Note (in the above photo) that this bike has his innovative "saddle tank" which is draped over the top frame rail, providing room below for the new and taller OHV engines then taking over.
The Irish McCandless brothers, Cromie and Rex, in 1950 achieved a new chassis synthesis – telescopic fork and swingarm suspension with supple all-hydraulic damping, a box-like twin-loop frame, and forward rider and engine positions. With it, Norton's single-cylinder Manx in 1951 outran Gilera's much more powerful transverse-four to carry the late Geoff Duke to the world 500 championship. When Gilera "Nortonized" their fours, they became unbeatable.
Yet how did chassis design advance from the bicycle’s flexy single-plane ‘diamond’ frame of the early days, into something that could handle rising engine power, 1925-1939?
Engineering and science are driven by crisis, forcing us to look beyond the usual. The failure of Newton's physics forced Albert Einstein to consider that time and space may not be absolute. His ideas were accepted because they worked. The same would be true of the Quantum Theory of Niels Bohr and others, which gave correct answers but only by abandoning traditional cause-and-effect.
Howard R. Davies did not change the world as Einstein and Bohr did, but he did change the motorcycle forever.
For years all I knew about this man was that his initials – HRD – were for a time part of the hallowed ‘Vincent-HRD’ brand, created in 1928 when Phil Vincent bought the remains of Davies’s little company for 450 pounds, as the basis of his own enterprise.
MORE KEVIN CAMERON:
Davies was born in 1895, apprenticed at AJS, and in 1914 finished 2nd in the Isle of Man Senior TT on a Sunbeam. When World War One broke out two months later, he volunteered, spent a year as a battlefield dispatch rider, transferred to the Royal Flying Corps, and received his pilot’s certificate in July 1916. Flying as an artillery spotter, he was shot down twice, was declared killed in action, and spent the rest of the war as a POW. Being a “guest” of the Germans gave Davies time in which to consider the design of improved racing motorcycles.

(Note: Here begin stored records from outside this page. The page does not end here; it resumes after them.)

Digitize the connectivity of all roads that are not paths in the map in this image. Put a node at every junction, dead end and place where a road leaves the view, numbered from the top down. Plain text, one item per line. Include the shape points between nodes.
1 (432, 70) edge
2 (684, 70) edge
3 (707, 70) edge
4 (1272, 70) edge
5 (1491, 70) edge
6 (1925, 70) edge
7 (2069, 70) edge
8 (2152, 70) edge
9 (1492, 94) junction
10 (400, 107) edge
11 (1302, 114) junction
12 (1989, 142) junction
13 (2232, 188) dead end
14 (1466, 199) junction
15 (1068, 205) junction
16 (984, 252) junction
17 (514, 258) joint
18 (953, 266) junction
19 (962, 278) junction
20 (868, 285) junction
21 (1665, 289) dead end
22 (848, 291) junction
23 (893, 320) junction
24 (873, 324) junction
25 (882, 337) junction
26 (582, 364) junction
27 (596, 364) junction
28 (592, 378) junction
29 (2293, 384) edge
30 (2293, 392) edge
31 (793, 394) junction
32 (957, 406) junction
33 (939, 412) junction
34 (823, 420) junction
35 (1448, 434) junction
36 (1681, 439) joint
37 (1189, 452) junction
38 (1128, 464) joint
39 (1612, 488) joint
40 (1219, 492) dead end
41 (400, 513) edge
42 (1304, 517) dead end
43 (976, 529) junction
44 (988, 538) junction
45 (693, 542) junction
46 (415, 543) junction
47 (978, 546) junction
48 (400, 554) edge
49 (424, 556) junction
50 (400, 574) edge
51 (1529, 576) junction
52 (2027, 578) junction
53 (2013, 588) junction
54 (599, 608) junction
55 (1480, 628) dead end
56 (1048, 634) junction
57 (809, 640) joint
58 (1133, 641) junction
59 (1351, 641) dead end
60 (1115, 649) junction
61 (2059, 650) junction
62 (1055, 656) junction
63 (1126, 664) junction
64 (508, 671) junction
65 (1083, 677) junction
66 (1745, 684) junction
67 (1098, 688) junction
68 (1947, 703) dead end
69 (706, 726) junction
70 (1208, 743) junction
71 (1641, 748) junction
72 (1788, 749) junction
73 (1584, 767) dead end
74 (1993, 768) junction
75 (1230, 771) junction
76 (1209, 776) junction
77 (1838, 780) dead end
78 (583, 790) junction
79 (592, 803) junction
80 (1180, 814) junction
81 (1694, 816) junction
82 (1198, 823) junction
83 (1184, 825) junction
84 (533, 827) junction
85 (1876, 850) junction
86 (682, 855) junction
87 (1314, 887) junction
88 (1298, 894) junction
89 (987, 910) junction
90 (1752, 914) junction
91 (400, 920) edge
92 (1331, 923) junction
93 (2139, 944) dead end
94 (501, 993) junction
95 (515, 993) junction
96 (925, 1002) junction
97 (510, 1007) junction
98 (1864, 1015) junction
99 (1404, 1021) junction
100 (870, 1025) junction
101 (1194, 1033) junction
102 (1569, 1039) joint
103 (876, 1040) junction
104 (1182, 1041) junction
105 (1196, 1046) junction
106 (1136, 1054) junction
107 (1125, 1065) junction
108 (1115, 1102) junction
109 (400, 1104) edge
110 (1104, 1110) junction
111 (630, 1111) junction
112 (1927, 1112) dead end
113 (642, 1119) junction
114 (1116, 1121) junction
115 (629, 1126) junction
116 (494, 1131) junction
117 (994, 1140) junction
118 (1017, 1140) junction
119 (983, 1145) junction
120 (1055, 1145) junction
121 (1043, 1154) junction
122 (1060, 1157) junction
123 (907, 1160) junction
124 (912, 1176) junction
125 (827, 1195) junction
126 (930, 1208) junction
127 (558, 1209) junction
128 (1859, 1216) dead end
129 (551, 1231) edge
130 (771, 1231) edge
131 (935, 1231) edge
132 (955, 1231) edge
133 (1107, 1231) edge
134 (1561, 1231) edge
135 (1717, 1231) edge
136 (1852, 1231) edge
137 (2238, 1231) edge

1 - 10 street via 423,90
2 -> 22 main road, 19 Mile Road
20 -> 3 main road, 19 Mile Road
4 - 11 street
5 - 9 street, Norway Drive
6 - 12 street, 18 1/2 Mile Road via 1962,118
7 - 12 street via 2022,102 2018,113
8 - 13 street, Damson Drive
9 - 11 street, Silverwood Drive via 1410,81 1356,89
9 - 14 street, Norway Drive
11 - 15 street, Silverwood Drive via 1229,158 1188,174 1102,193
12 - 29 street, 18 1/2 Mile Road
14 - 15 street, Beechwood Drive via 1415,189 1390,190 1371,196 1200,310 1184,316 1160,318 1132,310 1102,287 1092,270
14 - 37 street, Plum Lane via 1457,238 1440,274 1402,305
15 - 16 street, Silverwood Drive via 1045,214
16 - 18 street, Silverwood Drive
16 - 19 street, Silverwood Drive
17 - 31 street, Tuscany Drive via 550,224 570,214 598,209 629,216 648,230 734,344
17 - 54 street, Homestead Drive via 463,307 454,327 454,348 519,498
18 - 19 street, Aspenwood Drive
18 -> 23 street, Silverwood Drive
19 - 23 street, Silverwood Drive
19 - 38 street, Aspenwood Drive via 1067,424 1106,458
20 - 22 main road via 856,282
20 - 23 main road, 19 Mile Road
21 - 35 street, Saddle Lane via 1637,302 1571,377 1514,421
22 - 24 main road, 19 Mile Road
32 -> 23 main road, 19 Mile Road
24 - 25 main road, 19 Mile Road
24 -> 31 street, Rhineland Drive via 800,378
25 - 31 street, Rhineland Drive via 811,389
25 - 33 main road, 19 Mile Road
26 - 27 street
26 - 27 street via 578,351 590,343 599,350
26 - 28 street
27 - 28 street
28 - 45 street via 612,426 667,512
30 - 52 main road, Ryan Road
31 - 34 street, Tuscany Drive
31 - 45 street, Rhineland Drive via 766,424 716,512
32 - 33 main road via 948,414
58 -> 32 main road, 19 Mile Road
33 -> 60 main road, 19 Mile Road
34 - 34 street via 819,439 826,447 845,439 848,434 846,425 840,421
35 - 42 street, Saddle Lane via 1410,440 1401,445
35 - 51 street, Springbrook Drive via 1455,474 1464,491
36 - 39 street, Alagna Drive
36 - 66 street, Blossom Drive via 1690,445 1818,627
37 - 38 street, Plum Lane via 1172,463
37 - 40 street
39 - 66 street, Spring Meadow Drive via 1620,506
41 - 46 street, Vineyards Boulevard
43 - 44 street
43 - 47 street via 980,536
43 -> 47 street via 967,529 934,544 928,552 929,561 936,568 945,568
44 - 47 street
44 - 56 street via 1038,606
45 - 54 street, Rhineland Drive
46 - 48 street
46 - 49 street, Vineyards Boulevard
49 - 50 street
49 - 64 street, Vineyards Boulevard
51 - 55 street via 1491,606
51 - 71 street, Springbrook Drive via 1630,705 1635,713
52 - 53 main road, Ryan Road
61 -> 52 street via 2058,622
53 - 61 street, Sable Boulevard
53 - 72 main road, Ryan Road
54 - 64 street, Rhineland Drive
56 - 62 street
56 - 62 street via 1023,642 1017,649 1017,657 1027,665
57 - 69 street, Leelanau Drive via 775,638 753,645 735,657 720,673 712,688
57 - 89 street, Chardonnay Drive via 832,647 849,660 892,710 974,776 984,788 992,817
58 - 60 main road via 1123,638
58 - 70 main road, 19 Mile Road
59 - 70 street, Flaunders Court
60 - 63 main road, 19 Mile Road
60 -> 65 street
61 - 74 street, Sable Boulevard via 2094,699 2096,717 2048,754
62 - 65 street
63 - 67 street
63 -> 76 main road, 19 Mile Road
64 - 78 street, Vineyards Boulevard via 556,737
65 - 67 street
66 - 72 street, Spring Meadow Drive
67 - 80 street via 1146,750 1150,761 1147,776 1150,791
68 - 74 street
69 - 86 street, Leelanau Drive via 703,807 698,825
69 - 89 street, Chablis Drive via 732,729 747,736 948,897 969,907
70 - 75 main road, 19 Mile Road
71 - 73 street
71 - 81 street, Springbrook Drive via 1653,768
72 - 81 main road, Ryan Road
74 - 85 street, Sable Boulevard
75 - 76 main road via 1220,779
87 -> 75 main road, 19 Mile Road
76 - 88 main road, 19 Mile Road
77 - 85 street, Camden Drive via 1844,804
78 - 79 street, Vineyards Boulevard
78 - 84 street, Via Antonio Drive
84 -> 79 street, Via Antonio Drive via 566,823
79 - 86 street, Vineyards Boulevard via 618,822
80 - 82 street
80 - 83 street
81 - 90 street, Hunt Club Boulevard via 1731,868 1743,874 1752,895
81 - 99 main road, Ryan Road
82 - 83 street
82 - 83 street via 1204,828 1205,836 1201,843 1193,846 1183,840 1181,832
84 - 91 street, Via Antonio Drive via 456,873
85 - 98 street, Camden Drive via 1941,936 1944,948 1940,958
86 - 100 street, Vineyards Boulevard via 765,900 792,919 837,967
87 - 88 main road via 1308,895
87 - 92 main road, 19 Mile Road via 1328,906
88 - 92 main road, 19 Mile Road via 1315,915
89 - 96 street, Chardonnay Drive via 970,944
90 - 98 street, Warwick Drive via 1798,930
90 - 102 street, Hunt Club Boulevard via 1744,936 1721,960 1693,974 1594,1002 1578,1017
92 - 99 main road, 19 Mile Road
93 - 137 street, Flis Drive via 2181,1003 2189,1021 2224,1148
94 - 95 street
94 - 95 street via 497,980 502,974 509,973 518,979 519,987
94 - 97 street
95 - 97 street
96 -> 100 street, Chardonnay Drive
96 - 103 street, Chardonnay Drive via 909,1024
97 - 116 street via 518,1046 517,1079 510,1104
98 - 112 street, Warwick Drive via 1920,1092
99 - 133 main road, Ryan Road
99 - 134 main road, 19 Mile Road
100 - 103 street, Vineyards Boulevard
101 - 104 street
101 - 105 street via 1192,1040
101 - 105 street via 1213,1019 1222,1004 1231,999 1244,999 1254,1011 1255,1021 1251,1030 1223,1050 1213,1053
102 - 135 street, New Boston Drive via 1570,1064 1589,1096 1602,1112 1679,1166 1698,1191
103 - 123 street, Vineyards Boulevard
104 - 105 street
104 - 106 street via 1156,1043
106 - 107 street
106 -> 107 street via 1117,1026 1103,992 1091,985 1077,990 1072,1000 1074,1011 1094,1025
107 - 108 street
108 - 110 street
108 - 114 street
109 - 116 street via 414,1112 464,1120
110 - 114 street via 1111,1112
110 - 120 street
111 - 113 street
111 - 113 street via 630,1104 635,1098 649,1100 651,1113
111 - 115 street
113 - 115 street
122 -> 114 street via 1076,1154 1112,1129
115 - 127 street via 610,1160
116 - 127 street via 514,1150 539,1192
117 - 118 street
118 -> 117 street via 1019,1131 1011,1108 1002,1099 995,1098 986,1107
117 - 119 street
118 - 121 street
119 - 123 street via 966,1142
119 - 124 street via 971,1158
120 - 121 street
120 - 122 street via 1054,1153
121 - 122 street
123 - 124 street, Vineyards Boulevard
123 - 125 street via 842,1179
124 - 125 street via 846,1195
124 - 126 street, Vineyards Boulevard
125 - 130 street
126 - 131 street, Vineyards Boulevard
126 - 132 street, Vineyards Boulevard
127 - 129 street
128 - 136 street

In the first postwar TT, 1920, he entered on AJS machines but broken valves – then a common ailment – put him out. Shortly he became their competitions manager, streamlining their racing operation. In 1921 he was 2nd in the Jr. TT (350) and won the Sr. (also on a 350), demonstrating the power of the new OHV engines AJS was building.
Leaving AJS in 1924, he entered motorcycle manufacturing as ‘HRD’, showing a prototype late that year. The problem he tackled was that of integrating the new, taller OHV engines into a stable but responsive chassis.
Motorcycles of the time were long and low, with two top frame tubes, one above the other, between which was slung a flat soldered fuel tank. This was practical only with the low height of side-valve engines. These bikes were often built in “keystone” form, in which the engine bolted to the downtube at the front and to the seat post at the rear, with no chassis structure beneath.
What Davies did to get extra room for a tall OHV engine was delete the lower one of the top tubes and make the fuel tank in a ‘saddle’ form, draped over that single top frame tube. He shortened the wheelbase, providing a more upright riding position, and continued the single downtube as a cradle under the engine to join the chainstays, of which there were “a multiplicity”. He placed the engine well forward, which enhances stability. Power came from the same proprietary J.A.P. OHV singles that many other makers were now using.
Why six chainstays? The greater power of OHV engines was bowing traditional chassis enough to threaten stability and even to make chains run off. George Brough would continue the trend with his SS100 liter-bike, which he gave “doubled stays” – 12 of them.
People liked the traditional long-and-low flat-tank look, so fashion might have rejected Davies’s creation had it not been sensationally successful;
- He rode the 350 version into 2nd in the Junior TT, and;
- He won the Senior TT, defeating the big names - AJS, Norton, P&M, and Scott.
In 1925 winning the TT was the pinnacle of motorcycle racing. Think how utterly impossible it would be today for anyone to design, build, and ride a bike to victory in MotoGP.
The following year he further updated his chassis, trying to stiffen the steering-head by using twin downtubes, both of which passed under the engine in 'cradle' form, then continued as lower chainstays to the rear axle. This 1926 HRD chassis was less successful than the first, but its 'duplex cradle' chassis concept continued in use as recently as the G50 Matchless (1958 – 1962) and Yamaha TD1 series (1962-68). Davies may not have been first to use such a chassis, but he did show what chassis updates could do.
The 'saddle tank look', made trendy by racing success, caught on. When George Brough needed to find a place to carry all the fuel required by his thirsty big road twins, he adopted the saddle tank but with a bulbous and roomy front end. When Indian and Harley management heavies toured the British industry in 1923 and '24, they saw the coming trends clearly.
That bulbous saddle tank look continues to this day in Harley-Davidsons and in Mr. Bloor's Triumphs.